I know not to dwell on the rejection — it’s the actor’s credo. The moment an audition is over, forget about it, period. But his mom is determined to relive every second of what happened, what went wrong, why didn’t he sit, you think we still have a chance? The endless second-guessing. My son and I don’t play that game — me because of my experience, him out of exhaustion. After this tumultuous occasion, he sleeps all the way home.

—Johnny Angel

Morning in America

I don’t have a normal work schedule because I work at home, so I never know exactly when there’s a holiday going on. But I can usually sense it from the front stoop of my cottage. The air feels different and sounds different and I feel calmer. This is because people are not out and about hustling and filling up the atmosphere with their hustle vibes.
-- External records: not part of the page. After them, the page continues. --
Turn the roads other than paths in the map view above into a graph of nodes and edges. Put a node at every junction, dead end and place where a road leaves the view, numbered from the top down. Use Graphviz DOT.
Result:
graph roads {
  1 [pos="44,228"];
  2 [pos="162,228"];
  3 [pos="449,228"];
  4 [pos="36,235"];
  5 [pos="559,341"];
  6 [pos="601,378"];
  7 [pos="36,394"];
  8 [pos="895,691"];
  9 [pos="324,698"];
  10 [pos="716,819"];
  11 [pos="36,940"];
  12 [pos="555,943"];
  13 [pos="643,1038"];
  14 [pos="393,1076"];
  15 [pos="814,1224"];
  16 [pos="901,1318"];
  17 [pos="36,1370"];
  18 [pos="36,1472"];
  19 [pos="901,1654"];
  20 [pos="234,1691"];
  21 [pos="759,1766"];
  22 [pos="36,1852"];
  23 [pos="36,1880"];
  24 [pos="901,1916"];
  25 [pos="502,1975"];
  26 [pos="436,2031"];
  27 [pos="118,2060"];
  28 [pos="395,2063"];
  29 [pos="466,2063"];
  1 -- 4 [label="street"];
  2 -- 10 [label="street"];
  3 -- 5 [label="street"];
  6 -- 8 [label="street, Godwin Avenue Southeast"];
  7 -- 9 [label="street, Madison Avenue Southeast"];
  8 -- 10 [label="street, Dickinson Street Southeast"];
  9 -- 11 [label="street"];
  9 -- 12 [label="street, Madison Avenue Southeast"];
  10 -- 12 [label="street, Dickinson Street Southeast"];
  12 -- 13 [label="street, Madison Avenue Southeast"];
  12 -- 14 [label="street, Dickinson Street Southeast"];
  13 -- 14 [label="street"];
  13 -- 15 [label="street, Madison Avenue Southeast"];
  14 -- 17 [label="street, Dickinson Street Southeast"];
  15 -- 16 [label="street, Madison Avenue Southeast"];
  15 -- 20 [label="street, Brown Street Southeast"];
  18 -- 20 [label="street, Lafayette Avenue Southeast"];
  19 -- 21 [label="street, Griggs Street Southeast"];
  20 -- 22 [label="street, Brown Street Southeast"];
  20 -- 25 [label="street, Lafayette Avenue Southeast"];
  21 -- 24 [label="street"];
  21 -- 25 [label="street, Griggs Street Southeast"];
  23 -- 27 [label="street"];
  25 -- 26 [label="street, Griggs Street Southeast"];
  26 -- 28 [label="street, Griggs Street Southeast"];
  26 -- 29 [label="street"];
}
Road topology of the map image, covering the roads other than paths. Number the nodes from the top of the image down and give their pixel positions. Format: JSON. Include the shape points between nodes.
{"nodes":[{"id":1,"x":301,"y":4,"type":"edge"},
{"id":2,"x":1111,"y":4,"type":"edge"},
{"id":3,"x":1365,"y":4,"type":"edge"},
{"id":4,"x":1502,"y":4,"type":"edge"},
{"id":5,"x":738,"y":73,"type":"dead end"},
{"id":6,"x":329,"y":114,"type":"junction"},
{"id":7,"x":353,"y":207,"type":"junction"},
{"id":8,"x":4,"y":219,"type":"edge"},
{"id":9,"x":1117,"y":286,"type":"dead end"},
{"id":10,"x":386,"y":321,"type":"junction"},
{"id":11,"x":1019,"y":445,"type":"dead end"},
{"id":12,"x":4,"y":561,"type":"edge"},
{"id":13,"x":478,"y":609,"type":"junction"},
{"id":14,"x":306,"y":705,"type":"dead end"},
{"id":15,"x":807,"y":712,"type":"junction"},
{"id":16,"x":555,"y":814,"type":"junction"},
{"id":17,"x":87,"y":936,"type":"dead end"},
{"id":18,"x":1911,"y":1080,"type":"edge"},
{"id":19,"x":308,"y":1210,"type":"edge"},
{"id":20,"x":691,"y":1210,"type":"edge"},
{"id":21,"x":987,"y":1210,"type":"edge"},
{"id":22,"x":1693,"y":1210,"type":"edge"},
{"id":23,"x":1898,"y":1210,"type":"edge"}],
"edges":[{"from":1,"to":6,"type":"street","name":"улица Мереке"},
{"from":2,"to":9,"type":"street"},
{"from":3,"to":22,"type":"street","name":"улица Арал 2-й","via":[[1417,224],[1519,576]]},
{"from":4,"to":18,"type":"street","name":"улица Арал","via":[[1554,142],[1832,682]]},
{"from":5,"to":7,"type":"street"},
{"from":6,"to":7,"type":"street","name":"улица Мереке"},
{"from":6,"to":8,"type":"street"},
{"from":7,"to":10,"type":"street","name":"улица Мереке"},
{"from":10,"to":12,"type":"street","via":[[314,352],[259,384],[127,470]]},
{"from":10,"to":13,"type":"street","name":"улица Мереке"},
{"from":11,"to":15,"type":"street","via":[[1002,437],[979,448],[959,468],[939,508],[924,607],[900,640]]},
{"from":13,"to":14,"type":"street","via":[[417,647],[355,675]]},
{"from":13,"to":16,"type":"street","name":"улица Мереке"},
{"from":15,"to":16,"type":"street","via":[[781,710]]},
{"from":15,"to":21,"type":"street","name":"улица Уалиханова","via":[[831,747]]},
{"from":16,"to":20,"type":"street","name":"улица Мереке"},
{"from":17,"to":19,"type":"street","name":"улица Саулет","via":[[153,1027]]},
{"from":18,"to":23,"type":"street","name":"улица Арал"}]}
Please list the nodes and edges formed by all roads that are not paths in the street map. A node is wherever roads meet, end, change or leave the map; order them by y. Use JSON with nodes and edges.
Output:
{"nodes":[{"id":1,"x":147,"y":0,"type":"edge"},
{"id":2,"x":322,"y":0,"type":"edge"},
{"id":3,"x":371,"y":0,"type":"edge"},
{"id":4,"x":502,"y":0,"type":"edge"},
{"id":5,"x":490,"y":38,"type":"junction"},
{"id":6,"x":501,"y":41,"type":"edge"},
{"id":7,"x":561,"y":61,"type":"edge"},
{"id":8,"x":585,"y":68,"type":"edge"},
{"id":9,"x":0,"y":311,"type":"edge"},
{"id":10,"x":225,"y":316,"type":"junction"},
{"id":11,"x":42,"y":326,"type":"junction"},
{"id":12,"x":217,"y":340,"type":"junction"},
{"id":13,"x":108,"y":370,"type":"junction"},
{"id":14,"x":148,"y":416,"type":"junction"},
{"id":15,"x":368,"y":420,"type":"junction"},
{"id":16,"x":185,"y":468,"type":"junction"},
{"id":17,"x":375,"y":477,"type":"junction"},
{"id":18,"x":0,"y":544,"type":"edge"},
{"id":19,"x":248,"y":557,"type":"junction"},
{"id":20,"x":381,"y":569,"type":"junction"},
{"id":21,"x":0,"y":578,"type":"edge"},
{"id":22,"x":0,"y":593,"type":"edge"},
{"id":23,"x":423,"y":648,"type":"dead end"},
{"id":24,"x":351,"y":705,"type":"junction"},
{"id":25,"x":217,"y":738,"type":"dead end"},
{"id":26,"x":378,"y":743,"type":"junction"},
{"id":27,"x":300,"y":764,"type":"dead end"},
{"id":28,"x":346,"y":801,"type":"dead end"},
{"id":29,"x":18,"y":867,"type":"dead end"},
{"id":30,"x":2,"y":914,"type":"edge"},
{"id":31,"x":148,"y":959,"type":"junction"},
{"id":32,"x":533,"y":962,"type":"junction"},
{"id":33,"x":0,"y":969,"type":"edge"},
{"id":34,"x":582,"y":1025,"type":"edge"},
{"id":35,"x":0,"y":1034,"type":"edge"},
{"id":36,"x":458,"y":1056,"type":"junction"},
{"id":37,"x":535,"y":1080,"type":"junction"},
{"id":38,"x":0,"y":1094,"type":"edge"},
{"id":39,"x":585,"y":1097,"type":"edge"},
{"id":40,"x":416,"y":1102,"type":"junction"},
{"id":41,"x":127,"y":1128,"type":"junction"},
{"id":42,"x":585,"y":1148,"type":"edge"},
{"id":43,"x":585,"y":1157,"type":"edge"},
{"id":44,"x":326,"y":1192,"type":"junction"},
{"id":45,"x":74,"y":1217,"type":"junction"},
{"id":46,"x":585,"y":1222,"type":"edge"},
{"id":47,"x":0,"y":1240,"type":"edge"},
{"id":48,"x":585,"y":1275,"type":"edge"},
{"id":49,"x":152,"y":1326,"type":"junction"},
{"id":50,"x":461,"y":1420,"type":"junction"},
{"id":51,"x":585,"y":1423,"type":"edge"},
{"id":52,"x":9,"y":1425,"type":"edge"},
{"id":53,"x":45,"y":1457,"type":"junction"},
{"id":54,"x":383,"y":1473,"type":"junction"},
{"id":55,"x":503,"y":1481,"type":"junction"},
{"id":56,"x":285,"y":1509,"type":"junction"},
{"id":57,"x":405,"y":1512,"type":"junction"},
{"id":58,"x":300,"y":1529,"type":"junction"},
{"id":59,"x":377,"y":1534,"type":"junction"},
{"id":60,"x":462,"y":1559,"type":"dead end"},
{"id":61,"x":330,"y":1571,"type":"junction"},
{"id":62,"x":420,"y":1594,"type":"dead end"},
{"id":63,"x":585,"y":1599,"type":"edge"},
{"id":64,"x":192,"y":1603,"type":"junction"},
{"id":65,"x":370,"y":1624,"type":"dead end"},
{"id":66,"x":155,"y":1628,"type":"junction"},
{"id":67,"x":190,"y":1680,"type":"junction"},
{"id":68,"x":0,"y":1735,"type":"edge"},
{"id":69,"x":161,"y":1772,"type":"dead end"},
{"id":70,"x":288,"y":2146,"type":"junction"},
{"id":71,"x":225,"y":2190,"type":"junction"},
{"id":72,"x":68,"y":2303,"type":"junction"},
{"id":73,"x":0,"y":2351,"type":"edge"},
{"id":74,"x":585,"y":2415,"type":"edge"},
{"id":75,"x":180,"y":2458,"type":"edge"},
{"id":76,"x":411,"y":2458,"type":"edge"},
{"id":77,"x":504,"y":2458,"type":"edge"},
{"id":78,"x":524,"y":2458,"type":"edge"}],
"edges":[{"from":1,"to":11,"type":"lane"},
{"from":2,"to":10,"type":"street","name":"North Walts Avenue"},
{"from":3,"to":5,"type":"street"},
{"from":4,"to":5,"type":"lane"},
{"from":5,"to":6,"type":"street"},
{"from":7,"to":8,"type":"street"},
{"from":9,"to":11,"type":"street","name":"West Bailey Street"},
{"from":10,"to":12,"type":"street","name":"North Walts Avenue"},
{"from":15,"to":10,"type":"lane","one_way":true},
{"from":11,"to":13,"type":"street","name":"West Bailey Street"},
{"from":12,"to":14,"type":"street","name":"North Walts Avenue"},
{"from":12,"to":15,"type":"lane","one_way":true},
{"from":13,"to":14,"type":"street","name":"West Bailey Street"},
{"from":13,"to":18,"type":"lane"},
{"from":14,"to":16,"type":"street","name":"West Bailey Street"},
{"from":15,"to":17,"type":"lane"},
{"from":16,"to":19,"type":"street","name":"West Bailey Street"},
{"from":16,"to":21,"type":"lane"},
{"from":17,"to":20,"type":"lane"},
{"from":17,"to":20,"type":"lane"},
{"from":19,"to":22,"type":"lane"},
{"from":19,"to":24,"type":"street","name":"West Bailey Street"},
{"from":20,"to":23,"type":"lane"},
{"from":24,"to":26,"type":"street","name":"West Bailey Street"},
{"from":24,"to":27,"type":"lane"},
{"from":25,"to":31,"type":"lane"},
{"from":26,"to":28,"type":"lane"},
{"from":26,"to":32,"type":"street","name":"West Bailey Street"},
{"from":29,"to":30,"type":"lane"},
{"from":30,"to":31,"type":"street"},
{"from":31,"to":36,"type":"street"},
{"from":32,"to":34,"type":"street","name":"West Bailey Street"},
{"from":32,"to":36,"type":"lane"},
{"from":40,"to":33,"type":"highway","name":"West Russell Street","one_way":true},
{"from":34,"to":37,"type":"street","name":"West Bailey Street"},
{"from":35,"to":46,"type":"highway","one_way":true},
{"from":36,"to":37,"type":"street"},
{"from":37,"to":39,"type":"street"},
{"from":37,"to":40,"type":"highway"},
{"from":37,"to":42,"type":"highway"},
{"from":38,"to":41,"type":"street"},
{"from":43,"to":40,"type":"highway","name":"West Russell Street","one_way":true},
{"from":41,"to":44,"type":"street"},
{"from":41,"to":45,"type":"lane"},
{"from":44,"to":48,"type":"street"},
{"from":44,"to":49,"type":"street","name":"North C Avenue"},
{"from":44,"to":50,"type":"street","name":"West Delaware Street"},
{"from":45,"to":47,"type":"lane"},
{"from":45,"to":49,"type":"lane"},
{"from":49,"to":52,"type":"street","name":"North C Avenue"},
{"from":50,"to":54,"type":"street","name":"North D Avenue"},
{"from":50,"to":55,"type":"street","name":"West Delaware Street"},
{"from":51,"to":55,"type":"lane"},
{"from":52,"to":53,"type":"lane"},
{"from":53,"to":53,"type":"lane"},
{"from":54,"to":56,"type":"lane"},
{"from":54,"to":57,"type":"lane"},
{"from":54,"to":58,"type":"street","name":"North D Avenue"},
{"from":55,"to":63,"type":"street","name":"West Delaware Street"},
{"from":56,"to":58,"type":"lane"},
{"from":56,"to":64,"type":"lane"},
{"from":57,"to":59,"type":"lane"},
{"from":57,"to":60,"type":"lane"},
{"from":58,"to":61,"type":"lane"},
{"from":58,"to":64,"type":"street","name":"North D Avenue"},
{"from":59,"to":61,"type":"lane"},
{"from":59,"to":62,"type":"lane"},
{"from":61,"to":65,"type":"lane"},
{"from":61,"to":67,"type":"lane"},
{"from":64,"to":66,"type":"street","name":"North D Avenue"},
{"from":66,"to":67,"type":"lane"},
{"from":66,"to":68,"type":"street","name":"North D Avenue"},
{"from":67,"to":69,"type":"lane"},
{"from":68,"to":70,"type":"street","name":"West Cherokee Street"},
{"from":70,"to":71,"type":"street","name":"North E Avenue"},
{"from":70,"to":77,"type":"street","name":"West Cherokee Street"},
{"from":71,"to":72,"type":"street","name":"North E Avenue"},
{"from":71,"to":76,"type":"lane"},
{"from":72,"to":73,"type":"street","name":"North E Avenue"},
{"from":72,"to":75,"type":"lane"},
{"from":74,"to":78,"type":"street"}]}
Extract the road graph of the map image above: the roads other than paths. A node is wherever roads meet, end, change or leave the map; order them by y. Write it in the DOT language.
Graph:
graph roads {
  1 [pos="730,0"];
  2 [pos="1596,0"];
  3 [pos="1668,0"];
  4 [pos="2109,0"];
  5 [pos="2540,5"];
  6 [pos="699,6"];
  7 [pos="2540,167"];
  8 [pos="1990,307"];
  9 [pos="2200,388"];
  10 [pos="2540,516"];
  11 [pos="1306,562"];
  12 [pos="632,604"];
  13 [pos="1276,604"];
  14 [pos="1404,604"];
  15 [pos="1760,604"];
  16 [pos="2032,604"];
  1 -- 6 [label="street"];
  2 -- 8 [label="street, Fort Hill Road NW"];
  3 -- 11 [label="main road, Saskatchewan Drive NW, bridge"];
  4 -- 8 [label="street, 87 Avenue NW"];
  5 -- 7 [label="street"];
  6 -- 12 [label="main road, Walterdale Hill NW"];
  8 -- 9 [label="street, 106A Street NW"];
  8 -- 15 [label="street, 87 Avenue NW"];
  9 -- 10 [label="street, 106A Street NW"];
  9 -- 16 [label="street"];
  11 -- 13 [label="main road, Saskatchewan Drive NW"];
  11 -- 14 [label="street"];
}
That’s why today feels like Sunday.

Today is a day we celebrate an outlaw. A national holiday for someone whose entire strategy was to break laws, all sorts of laws.

This is important. And let’s also remember that the tactics of the civil rights movement didn’t just work because they were smart — they were also used toward good. The pro-lifers tried to get all civil disobediency and they lost.

The morning-after pill is soon to be available over the counter, and the day this happens a very dark era for women (and men) will finally come to a close in this country. This moment will be bigger than the Pill, bigger in a sense than Roe v. Wade.

White people used to say that the black people (and women) weren’t ready to vote; they would fuck it all up and it would be a disaster.


People also used to say women couldn’t handle the freedom of birth control.

Then they said they couldn’t handle the freedom of abortion.

Now they say we can’t handle the freedom of the morning-after pill. I say, if that’s true then I really can’t handle a baby. So fuck you and your stupid tie.

I’m so over anybody trying to tell me what to do with my body and my future.

Good morning, Martin Luther King Jr.